*ABOUT THIS TASK*: Without any pictures, print the lines below from the one that has "pinky mcp: (388, 315)" through the one that has "thumb ip: (987, 948)", exactly and nothing else.

*** MATERIAL PROVIDED ***

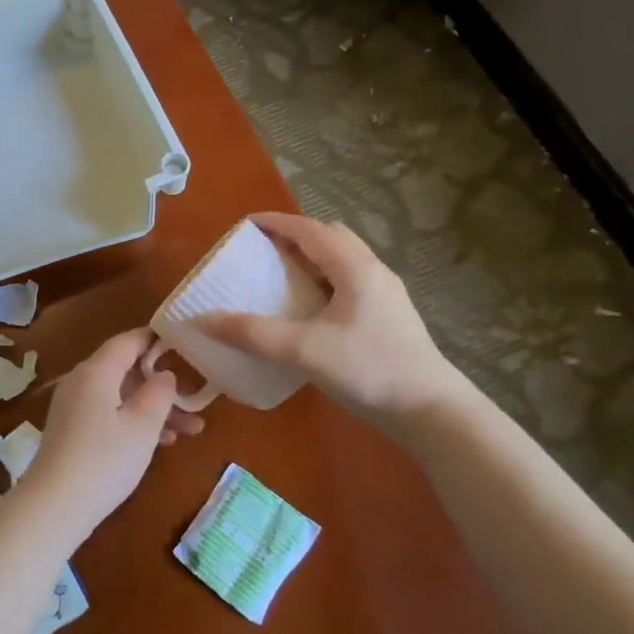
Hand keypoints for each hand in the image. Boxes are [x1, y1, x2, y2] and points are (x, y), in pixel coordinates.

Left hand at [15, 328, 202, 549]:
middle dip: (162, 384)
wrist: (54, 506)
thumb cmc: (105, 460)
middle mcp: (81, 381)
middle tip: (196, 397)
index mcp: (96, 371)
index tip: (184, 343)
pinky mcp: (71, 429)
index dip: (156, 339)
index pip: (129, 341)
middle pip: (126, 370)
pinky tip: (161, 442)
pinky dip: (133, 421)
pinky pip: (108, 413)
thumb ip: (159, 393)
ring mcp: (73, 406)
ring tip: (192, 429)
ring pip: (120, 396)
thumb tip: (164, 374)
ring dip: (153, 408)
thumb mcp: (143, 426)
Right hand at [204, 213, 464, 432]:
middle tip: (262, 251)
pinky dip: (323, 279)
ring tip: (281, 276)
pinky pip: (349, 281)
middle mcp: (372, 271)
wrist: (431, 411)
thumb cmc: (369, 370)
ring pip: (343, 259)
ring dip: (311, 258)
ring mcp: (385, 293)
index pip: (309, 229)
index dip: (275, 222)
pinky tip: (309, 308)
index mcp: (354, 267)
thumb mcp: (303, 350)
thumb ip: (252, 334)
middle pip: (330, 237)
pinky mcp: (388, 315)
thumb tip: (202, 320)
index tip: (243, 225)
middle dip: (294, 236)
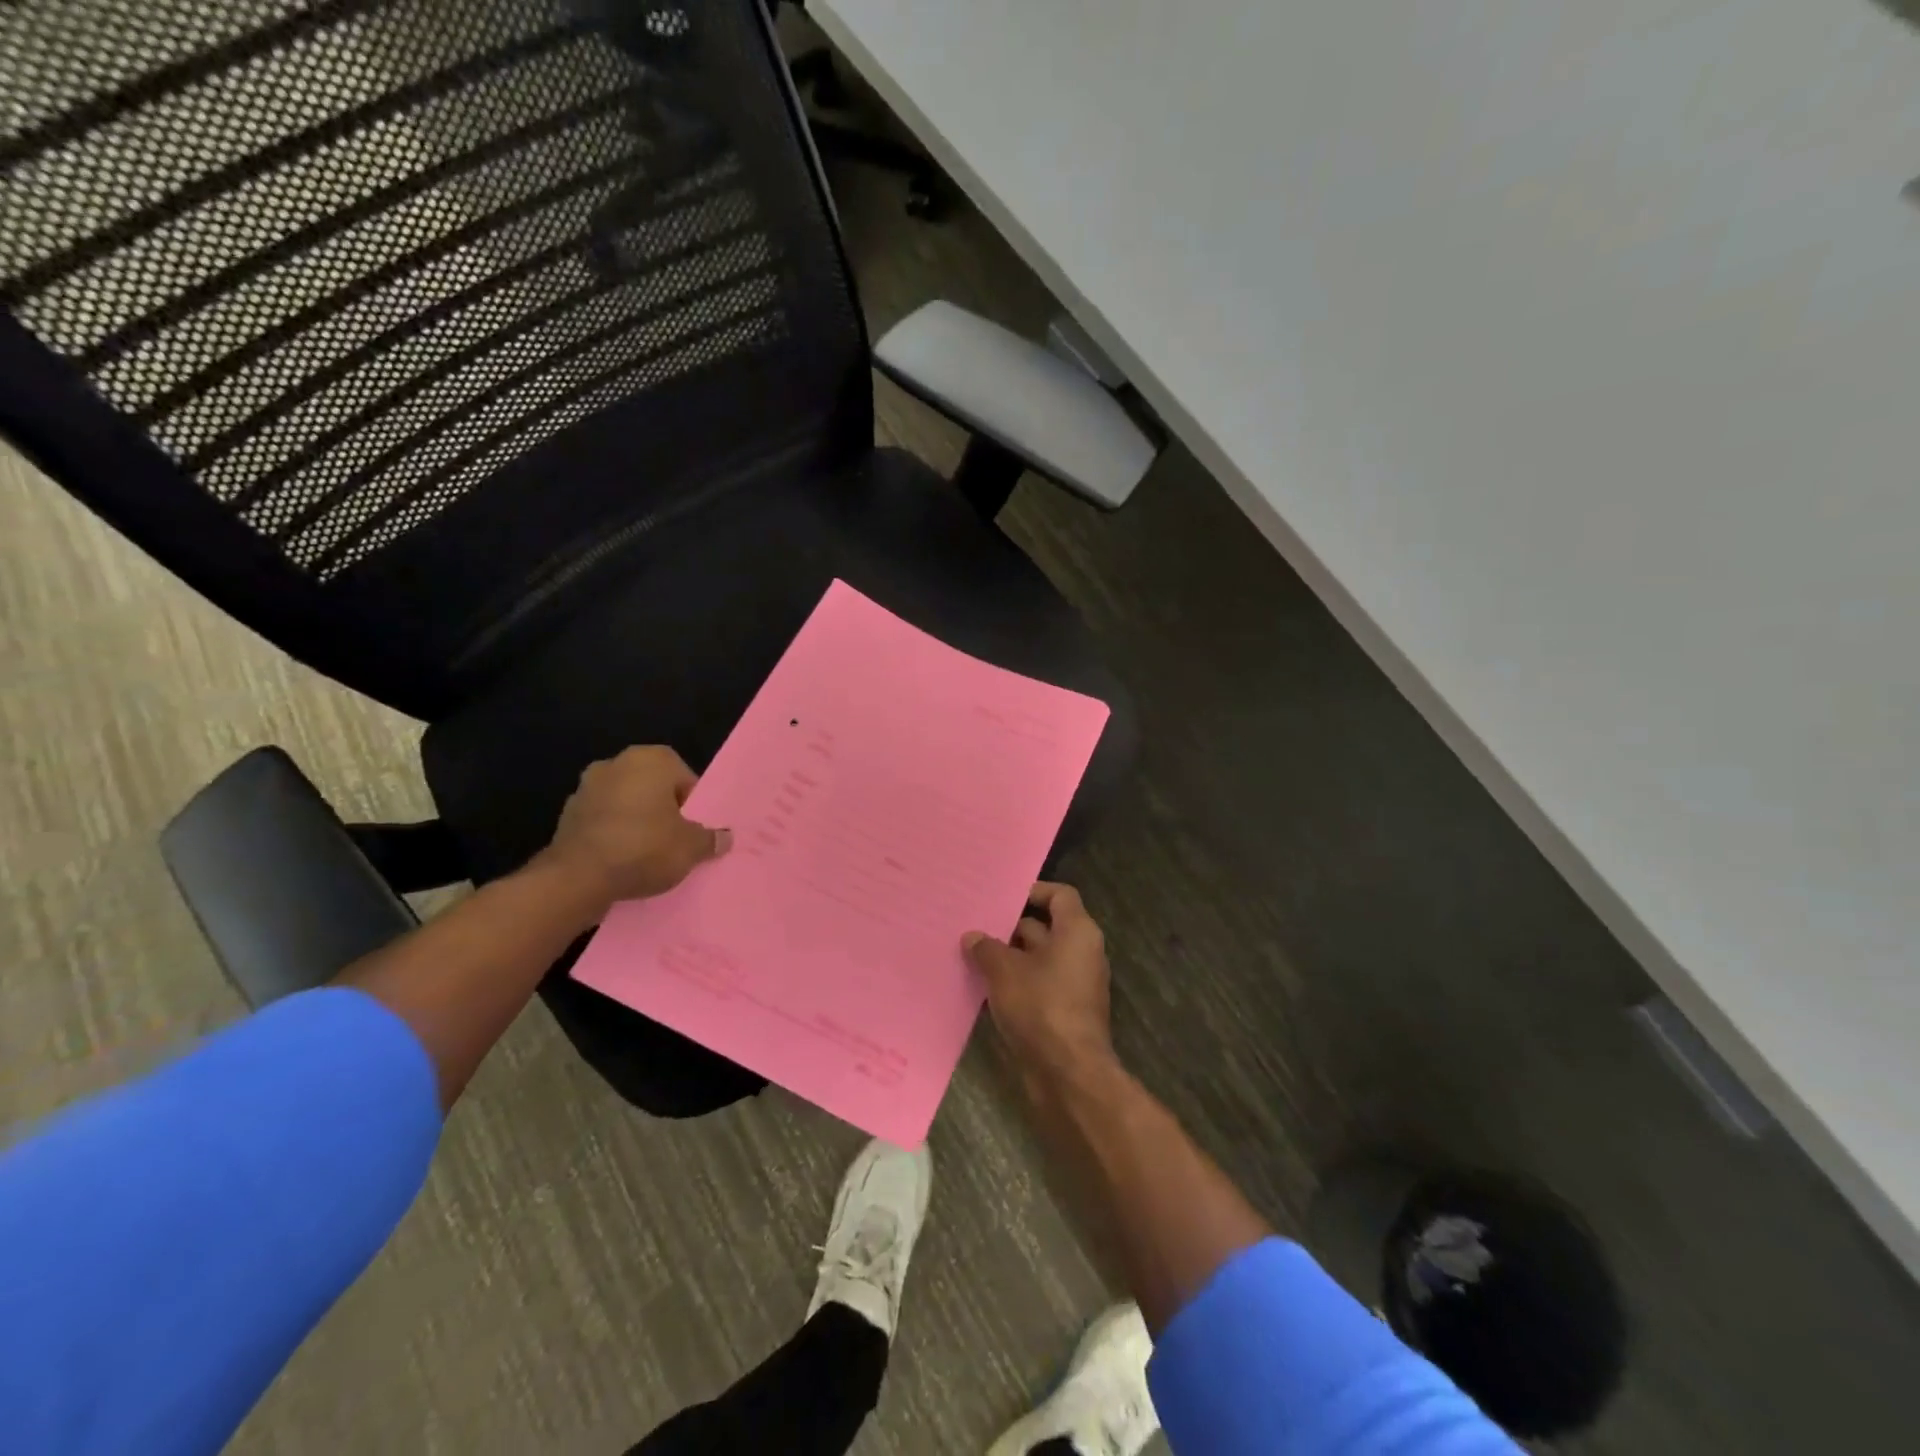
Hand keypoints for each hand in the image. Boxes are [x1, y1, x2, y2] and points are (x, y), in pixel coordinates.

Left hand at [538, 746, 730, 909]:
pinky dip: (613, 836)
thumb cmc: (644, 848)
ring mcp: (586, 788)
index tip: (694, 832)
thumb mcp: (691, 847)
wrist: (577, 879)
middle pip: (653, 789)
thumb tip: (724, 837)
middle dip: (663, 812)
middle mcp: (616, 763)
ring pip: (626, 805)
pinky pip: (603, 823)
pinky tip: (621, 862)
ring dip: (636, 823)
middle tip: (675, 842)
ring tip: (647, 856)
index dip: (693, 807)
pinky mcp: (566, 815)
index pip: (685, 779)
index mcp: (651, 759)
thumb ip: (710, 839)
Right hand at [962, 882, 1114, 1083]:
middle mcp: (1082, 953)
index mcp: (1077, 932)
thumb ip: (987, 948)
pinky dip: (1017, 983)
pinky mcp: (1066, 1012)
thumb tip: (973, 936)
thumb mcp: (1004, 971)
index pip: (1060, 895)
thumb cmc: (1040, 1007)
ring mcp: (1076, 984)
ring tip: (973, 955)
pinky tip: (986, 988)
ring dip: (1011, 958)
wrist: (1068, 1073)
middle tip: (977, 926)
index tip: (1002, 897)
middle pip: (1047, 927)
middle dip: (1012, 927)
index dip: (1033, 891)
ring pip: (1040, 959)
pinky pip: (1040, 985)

*** End of MATERIAL PROVIDED ***

*RESPONSE AREA*:
pinky mcp: (388, 315)
thumb tip: (202, 320)
index tip: (243, 225)
middle dip: (294, 236)
Hand keypoints for each hand in the image. Boxes are [x1, y1, x2, y2] and points are (x, y), in pixel coordinates.

Left hand at [538, 746, 730, 909]:
pinky dip: (613, 836)
thumb cmc: (644, 848)
ring mcp: (586, 788)
index tip: (694, 832)
thumb mcp: (691, 847)
wrist: (577, 879)
middle pip: (653, 789)
thumb tip: (724, 837)
middle dip: (663, 812)
middle mcp: (616, 763)
ring pip: (626, 805)
pinky pip: (603, 823)
pinky tip: (621, 862)
ring dip: (636, 823)
middle tip: (675, 842)
ring tip: (647, 856)
index dip: (693, 807)
pinky mcp: (566, 815)
index pip: (685, 779)
index mcp: (651, 759)
thumb ip: (710, 839)
Right hand at [962, 882, 1114, 1083]:
middle mcp: (1082, 953)
index mcp: (1077, 932)
thumb ip: (987, 948)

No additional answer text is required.